Transcribe all of the records word for word, but omit the pictures.

[Dataset entries]
------------
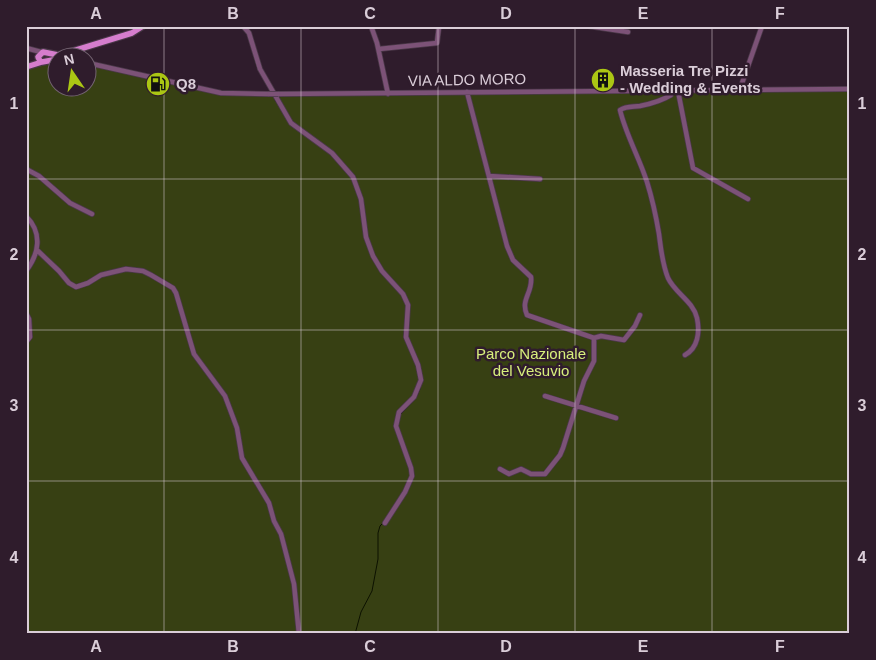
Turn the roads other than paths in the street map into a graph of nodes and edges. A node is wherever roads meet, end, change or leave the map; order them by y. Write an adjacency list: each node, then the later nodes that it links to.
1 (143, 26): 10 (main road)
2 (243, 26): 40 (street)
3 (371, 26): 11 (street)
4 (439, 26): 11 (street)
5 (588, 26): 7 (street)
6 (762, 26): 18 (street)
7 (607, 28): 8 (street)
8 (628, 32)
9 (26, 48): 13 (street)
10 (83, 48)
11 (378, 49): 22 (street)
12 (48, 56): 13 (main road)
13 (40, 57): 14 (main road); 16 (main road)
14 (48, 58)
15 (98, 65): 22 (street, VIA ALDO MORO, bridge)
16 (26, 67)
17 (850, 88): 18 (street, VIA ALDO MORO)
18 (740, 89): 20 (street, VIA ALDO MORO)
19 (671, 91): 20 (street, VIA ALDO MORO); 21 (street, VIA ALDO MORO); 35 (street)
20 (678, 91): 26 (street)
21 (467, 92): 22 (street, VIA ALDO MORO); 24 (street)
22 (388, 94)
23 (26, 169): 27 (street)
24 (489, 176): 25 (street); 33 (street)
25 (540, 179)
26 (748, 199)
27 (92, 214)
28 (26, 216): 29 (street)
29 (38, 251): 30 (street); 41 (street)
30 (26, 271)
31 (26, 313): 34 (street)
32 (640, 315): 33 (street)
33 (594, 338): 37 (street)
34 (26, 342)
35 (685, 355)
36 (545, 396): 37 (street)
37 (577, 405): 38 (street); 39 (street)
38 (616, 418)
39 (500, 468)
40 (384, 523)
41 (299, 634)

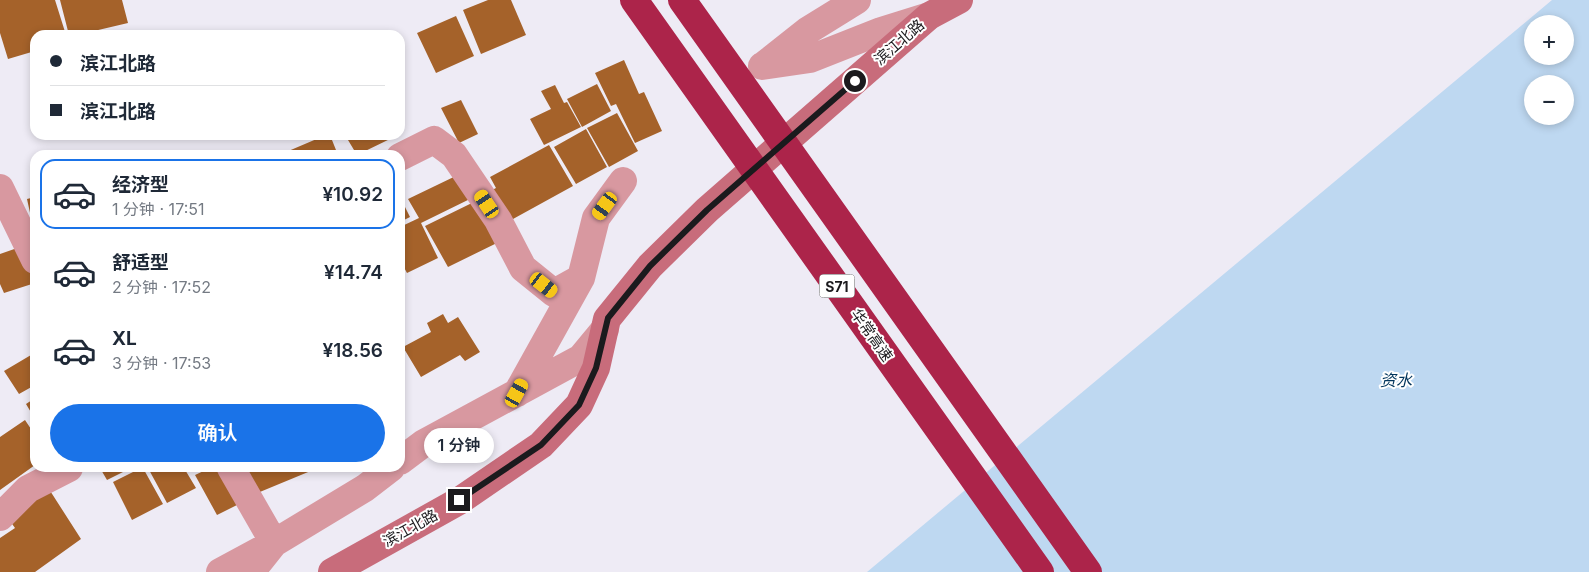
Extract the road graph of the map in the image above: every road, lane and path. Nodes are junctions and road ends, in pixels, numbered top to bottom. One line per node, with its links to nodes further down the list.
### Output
------------
◆ **Solved problem**
Turn the roads other than paths in the street map into a graph of nodes and edges. A node is wherever roads meet, end, change or leave the map; order them by y. Write an adjacency list: each node, then the later nodes that it links to.
1 (143, 26): 10 (main road)
2 (243, 26): 40 (street)
3 (371, 26): 11 (street)
4 (439, 26): 11 (street)
5 (588, 26): 7 (street)
6 (762, 26): 18 (street)
7 (607, 28): 8 (street)
8 (628, 32)
9 (26, 48): 13 (street)
10 (83, 48)
11 (378, 49): 22 (street)
12 (48, 56): 13 (main road)
13 (40, 57): 14 (main road); 16 (main road)
14 (48, 58)
15 (98, 65): 22 (street, VIA ALDO MORO, bridge)
16 (26, 67)
17 (850, 88): 18 (street, VIA ALDO MORO)
18 (740, 89): 20 (street, VIA ALDO MORO)
19 (671, 91): 20 (street, VIA ALDO MORO); 21 (street, VIA ALDO MORO); 35 (street)
20 (678, 91): 26 (street)
21 (467, 92): 22 (street, VIA ALDO MORO); 24 (street)
22 (388, 94)
23 (26, 169): 27 (street)
24 (489, 176): 25 (street); 33 (street)
25 (540, 179)
26 (748, 199)
27 (92, 214)
28 (26, 216): 29 (street)
29 (38, 251): 30 (street); 41 (street)
30 (26, 271)
31 (26, 313): 34 (street)
32 (640, 315): 33 (street)
33 (594, 338): 37 (street)
34 (26, 342)
35 (685, 355)
36 (545, 396): 37 (street)
37 (577, 405): 38 (street); 39 (street)
38 (616, 418)
39 (500, 468)
40 (384, 523)
41 (299, 634)

Extract the road graph of the map in the image above: every road, lane and path. Nodes are junctions and road ends, in pixels, numbered top to bottom. One line per node, with its links to nodes further down the list.
### Output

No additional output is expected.